**Data provided**:
• • • •

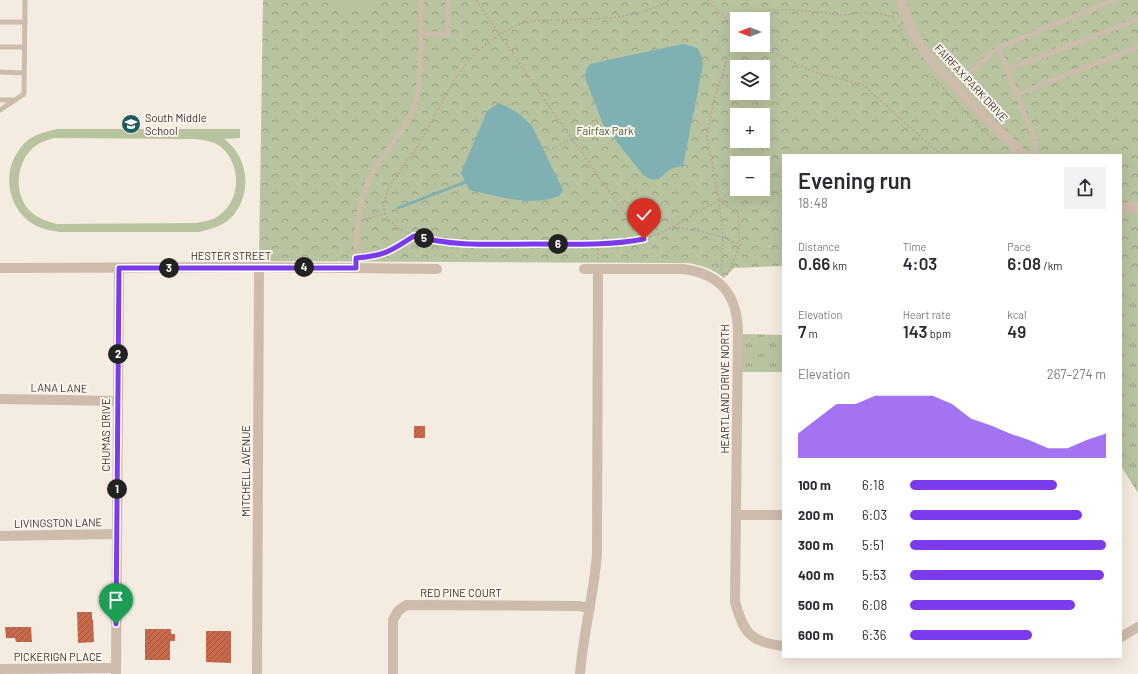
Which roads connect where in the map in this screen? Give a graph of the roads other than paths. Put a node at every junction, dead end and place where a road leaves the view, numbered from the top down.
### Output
1 (25, 0) edge
2 (421, 0) edge
3 (448, 0) edge
4 (901, 0) edge
5 (1114, 0) edge
6 (1138, 19) edge
7 (0, 22) edge
8 (24, 22) junction
9 (421, 34) junction
10 (1138, 47) edge
11 (0, 48) edge
12 (24, 48) junction
13 (998, 48) junction
14 (1007, 70) junction
15 (0, 72) edge
16 (24, 73) junction
17 (955, 86) junction
18 (1018, 94) junction
19 (0, 100) edge
20 (15, 100) junction
21 (0, 110) edge
22 (1022, 154) edge
23 (1031, 154) edge
24 (1122, 207) edge
25 (1138, 208) edge
26 (356, 263) junction
27 (259, 267) junction
28 (0, 268) edge
29 (119, 268) junction
30 (437, 269) dead end
31 (584, 269) dead end
32 (598, 269) junction
33 (0, 399) edge
34 (118, 400) junction
35 (736, 516) junction
36 (782, 516) edge
37 (117, 534) junction
38 (0, 536) edge
39 (590, 608) junction
40 (1138, 627) edge
41 (1122, 636) edge
42 (782, 646) edge
43 (0, 669) edge
44 (116, 671) edge
45 (257, 674) edge
46 (393, 674) edge
47 (580, 674) edge

1 - 8 lane
2 - 9 lane
3 - 9 lane
4 - 17 street, FAIRFAX PARK DRIVE
5 - 13 lane
6 - 14 lane
7 - 8 lane
8 - 12 lane
9 - 26 lane
10 - 18 lane
11 - 12 lane
12 - 16 lane
13 - 14 lane
13 - 17 lane
14 - 18 lane
15 - 16 lane
16 - 20 lane
17 - 22 street, FAIRFAX PARK DRIVE
18 - 23 lane
19 - 20 lane
20 - 21 lane
24 - 25 street
26 - 27 street, HESTER STREET
26 - 30 street, HESTER STREET
27 - 29 street, HESTER STREET
27 - 45 street, MITCHELL AVENUE
28 - 29 street, HESTER STREET
29 - 34 street, CHUMAS DRIVE
31 - 32 street, HEARTLAND DRIVE NORTH
32 - 35 street, HEARTLAND DRIVE NORTH
32 - 39 street
33 - 34 street, LANA LANE
34 - 37 street, CHUMAS DRIVE
35 - 36 street
35 - 42 street, HEARTLAND DRIVE NORTH
37 - 38 street, LIVINGSTON LANE
37 - 44 street, CHUMAS DRIVE
39 - 46 street, RED PINE COURT
39 - 47 street
40 - 41 street
43 - 44 street, PICKERIGN PLACE

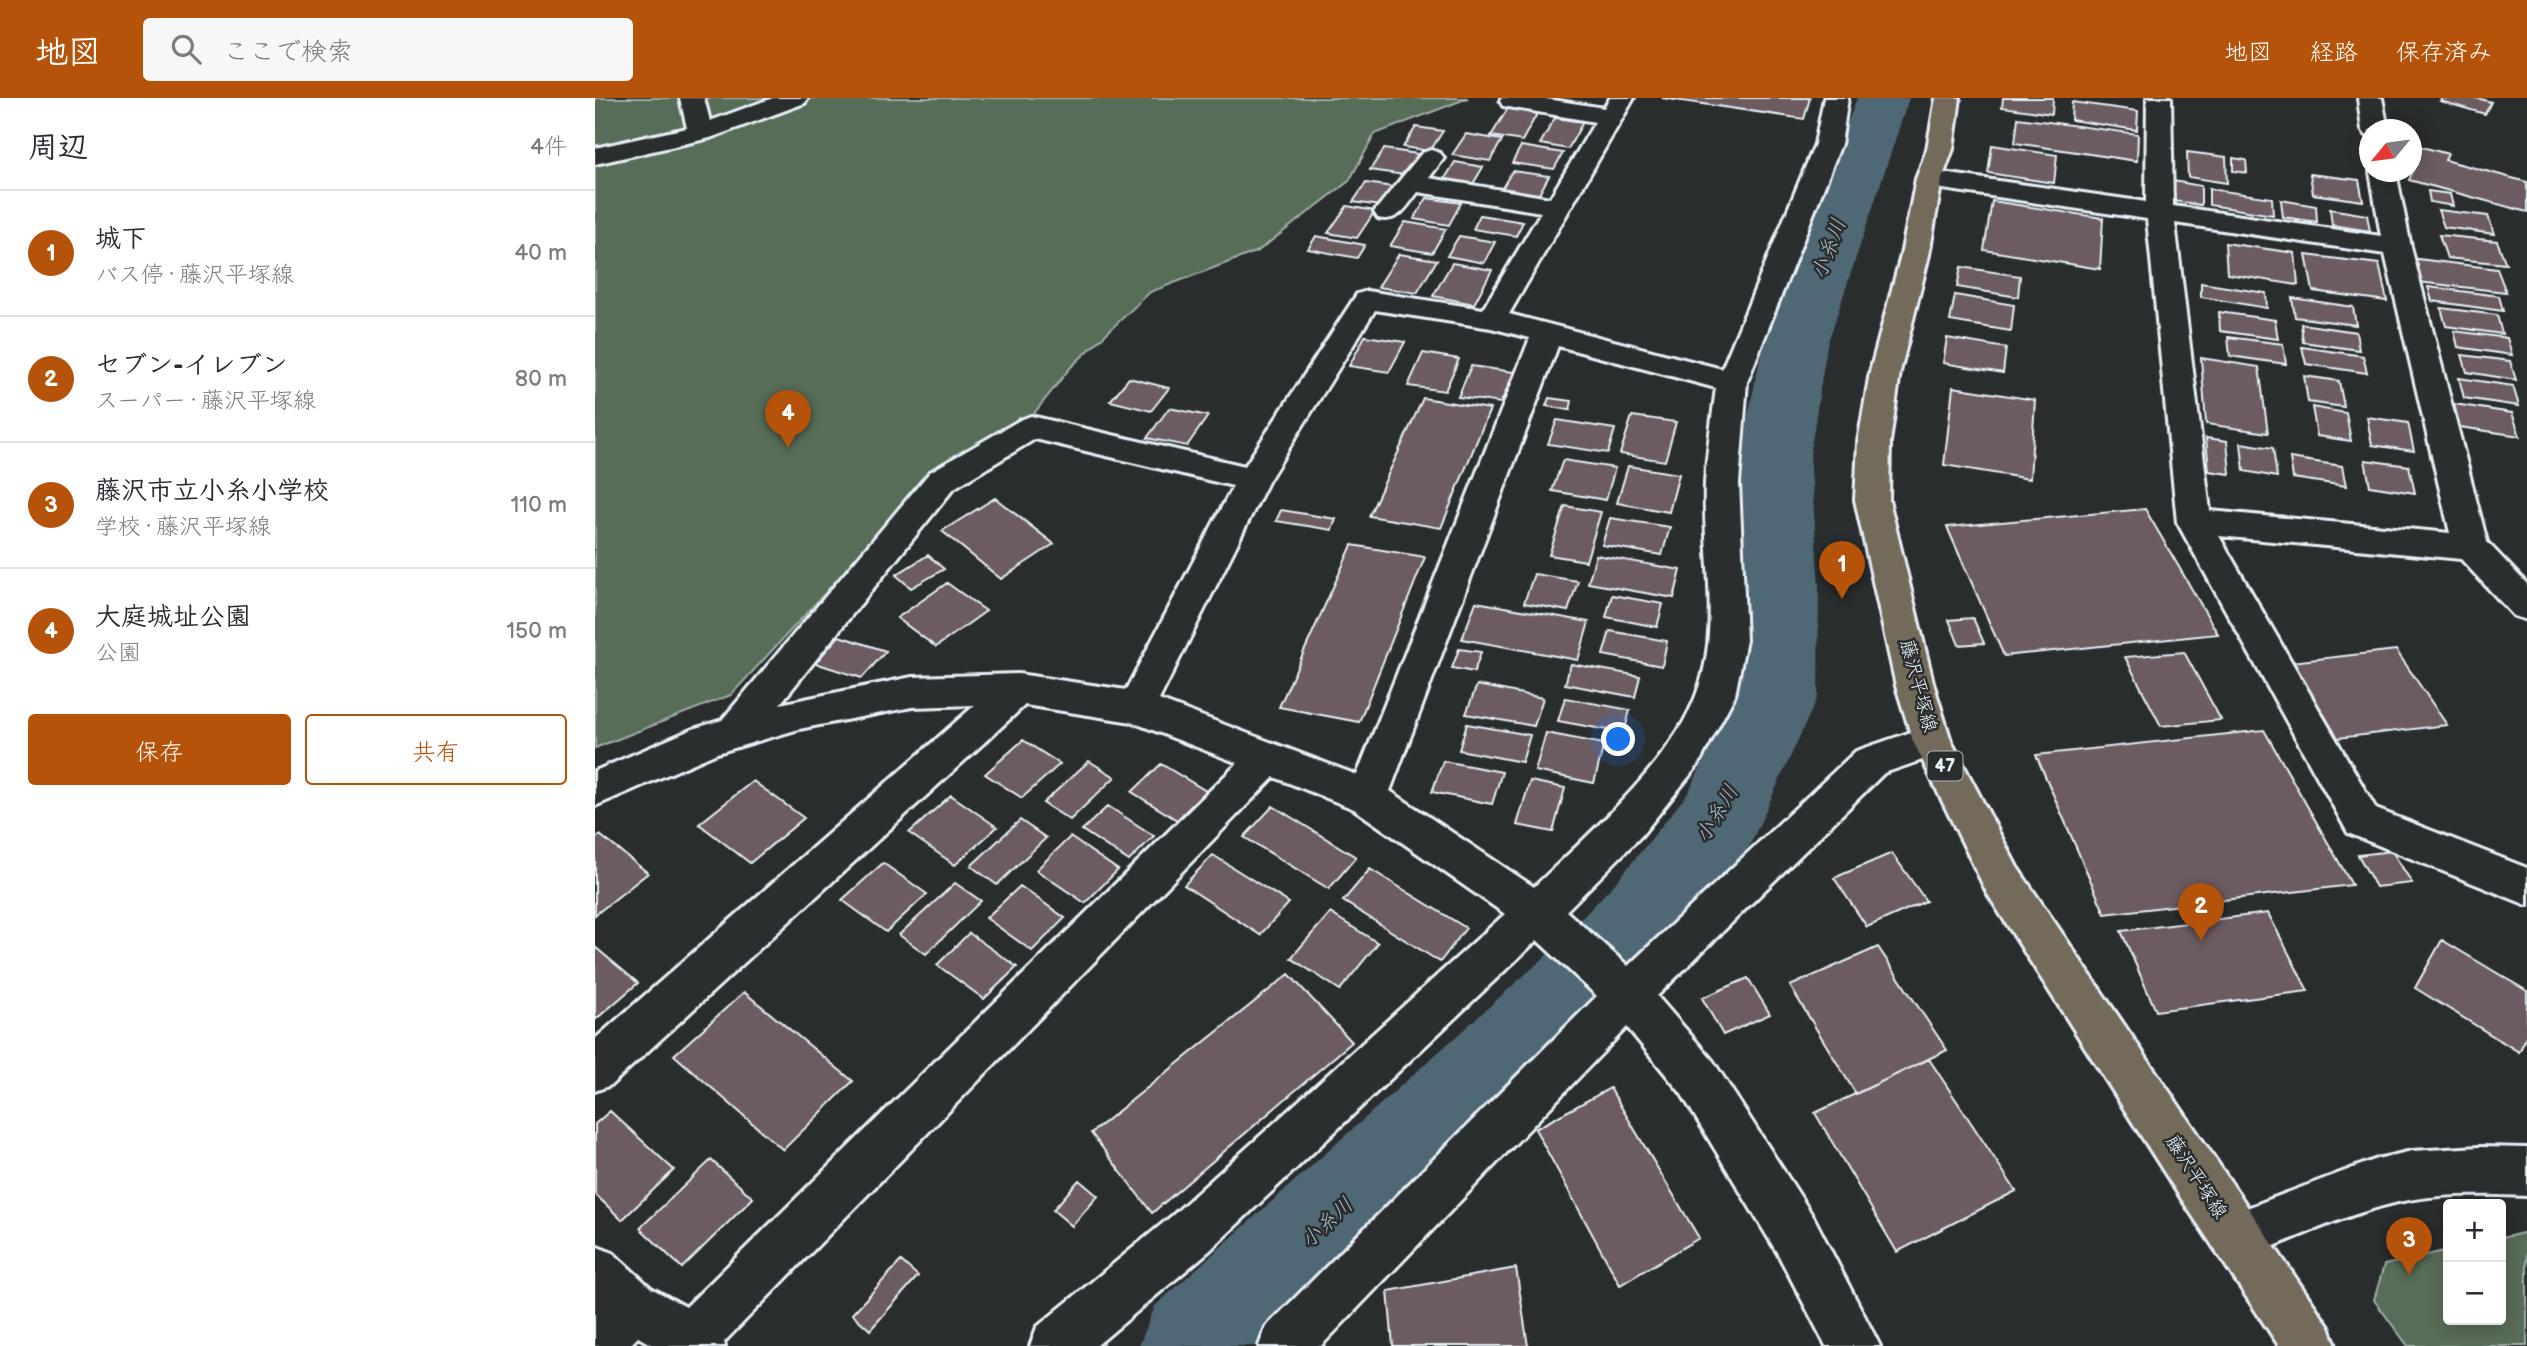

• • • •

Show me every line in the data above that includes "PARK".

**Problem solution**:
4 - 17 street, FAIRFAX PARK DRIVE
17 - 22 street, FAIRFAX PARK DRIVE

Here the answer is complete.